She does not attempt to allude to the confidence of that night, nor does Lauraine return to it. Just for two or three days she watches with anxious eyes the arrival of the post: she is half fearful of a letter from Keith, a letter that will be a sort of blaze of anger, and upbraiding, like his own last words. But there comes neither letter nor sign.

After a week or two Lauraine begins to get restless.

"This is a place to sleep and dream in," she says to her friend; "I want to see some life again. Let us go to Baden or Monaco."

Lady Etwynde is amazed.

"Will Sir Francis object?" she asks.

Lauraine smiles with faint contempt. "He never troubles himself about what I do," she says. "We will go, and if he objects, we can leave again!"

Lady Etwynde yields, and they go to Baden.

Lauraine seems now to have as great a horror of solitude as before she has had of gaiety. She is always out, always restless. No one they know of the fashionable world is at Baden, it being yet too early in the season. It is crowded with Germans and Austrians, and adventurers of all nationalities, who throng the pretty Kursaal under the shadow of the pine-crowned hills.

Lauraine makes numerous acquaintances, and is always inventing projects of amusements, such as picnics, excursions,jêtes, drives, and balls. She goes to concerts and theatres, she is one of the loungers in the shady alleys of the Lichtenthal; she goes to supper-parties that to Lady Etwynde seem reckless andrisqué, and meets all her friend's feeble remonstrances with the unanswerable argument that her husband does not mind, and therefore no one else need trouble their head about it.

She seems so horribly, unaccountably changed that it fills Lady Etwynde's mind with dread and pain.
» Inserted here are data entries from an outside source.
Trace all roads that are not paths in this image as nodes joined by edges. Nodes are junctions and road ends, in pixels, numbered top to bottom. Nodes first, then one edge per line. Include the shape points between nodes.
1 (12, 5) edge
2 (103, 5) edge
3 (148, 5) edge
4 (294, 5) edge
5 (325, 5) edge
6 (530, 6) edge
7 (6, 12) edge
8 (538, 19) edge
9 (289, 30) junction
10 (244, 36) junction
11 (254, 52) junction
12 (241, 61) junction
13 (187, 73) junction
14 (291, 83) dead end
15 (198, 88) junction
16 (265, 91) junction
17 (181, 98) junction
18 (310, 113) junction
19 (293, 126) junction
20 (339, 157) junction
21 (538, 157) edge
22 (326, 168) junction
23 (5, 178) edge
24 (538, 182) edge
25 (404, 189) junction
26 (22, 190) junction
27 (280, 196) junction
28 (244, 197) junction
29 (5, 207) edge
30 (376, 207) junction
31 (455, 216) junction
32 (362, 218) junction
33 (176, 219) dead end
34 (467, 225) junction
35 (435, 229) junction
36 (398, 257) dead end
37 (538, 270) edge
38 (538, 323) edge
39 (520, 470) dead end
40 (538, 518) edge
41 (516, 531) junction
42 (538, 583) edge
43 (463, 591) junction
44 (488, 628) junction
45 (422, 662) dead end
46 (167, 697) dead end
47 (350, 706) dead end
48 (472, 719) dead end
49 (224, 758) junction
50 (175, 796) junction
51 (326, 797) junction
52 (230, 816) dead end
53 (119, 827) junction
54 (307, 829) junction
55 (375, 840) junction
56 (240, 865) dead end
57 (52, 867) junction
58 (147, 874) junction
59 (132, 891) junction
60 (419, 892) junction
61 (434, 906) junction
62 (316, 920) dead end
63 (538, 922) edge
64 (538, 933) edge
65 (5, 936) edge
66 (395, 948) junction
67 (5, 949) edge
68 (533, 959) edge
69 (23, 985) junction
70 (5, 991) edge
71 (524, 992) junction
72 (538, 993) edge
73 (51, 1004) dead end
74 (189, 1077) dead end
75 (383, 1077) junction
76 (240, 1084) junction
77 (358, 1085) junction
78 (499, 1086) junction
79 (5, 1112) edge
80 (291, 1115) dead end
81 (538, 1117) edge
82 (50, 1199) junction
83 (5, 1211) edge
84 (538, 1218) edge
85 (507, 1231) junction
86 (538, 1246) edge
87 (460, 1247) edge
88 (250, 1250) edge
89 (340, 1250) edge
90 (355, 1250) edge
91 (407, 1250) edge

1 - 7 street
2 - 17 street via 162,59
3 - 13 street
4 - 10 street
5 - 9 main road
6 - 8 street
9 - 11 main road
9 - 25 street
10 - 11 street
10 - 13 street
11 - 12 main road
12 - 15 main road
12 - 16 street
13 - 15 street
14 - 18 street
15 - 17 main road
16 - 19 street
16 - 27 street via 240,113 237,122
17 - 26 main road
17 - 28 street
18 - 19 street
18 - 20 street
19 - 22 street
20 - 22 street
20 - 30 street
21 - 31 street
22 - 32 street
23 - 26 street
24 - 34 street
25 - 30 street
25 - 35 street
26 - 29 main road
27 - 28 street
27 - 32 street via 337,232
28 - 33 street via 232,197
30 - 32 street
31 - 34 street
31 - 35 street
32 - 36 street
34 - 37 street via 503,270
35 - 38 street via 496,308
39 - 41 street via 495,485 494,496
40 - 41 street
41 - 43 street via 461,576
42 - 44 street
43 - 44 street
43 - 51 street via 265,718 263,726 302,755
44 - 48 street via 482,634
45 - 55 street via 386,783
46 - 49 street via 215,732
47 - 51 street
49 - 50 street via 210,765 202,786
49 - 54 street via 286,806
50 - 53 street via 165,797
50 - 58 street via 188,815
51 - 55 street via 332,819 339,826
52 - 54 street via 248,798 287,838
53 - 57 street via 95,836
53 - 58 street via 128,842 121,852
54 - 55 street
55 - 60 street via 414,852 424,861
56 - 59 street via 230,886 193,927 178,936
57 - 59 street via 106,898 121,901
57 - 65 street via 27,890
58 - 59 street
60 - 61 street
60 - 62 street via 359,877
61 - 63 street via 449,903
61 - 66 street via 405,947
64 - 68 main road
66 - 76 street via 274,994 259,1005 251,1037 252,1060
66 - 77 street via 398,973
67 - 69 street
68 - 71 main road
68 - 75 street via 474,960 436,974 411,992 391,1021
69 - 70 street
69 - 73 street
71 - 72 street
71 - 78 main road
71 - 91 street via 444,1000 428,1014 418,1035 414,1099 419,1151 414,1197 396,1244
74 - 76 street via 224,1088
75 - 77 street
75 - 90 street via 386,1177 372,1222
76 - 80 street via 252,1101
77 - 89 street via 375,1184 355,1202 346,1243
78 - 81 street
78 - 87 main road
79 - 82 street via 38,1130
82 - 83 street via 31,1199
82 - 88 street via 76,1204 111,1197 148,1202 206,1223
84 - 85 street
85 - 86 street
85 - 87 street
Better the morbid grief, the dreary apathy of the past, than this feverish and unnatural gaiety, this craving for excitement and pleasure. Just as suddenly as she has gone to Baden, so suddenly does she tire of it. "She will go down the Rhine," she declares, "and stop anywhere that is pretty and picturesque." The change of programme delights her friend, and they leave their circle of new acquaintances desolate at their sudden departure.

The lovely scenery and the constant change seem for a while to quiet Lauraine's restlessness. She takes a fancy to Bingen, and stays there for a month; but it distresses Lady Etwynde to see how pale and thin she is getting, how weary and sleepless her eyes always look.

A letter comes one day from Sir Francis. He is coming to Baden for the races; he is going to run a horse for the Prix de Dames. They had better remain abroad and meet him there. He will arrange for rooms at the Bairischer Hof, or D'Angleterre, as a lot of people are coming at the same time. Meanwhile he hopes Lauraine is tired of moping, and intends to be reasonable again.

She reads the letter quietly through, and then hands it to Lady Etwynde.

"I can scarcely expect you to continue giving up your time to me as you have done," she says. "But this arrangement suits me very well. It is quiet and pleasant here, and I shall remain on till the time fixed for Baden. But you—there is your home, your own friends——"

"Unless you are tired of me," interrupts Lady Etwynde, "I am not going to run away. I do not think you are either in health or spirits to be left alone."

They are at the Victoria Hof. Their rooms are very pleasant; their life has been more like what it was at Erlsbach, spent chiefly in the open air, in drives and rambles and excursions on the river, and visits to the beautiful old Rochus Capelle, which, for Lauraine, has endless interest, and of which she never seems to tire.

This evening they are both sitting by the open window overlooking the Rhine. In these hot summer nights Lauraine has cast aside her heavy black dresses, and wears chiefly white, with knots of black ribbon here and there. Lady Etwynde thinks how lovely she looks, sitting there, with the sunrays touching her dusky hair, her soft snowy gown, her slender hands that are idly folded on her lap.

Instinctively she comes forward and kneels by her side. "Am I to go, Lauraine?" she asks, softly.

For all answer Lauraine clasps her round the neck, and bursts into tears. "No, no; a thousand times no!" she cries, weeping. "You are the only one left to me to love. Don't leave me quite desolate."

"I will not," answers Lady Etwynde, softly. "I wish I could be of some use—of some help; but in these cases the tenderest sympathy seems to hurt. No one can help us."

"You speak as if you too had 'loved and lost'?" says Lauraine, wiping the tears from her eyes, and looking at the beautiful, noble face beside her.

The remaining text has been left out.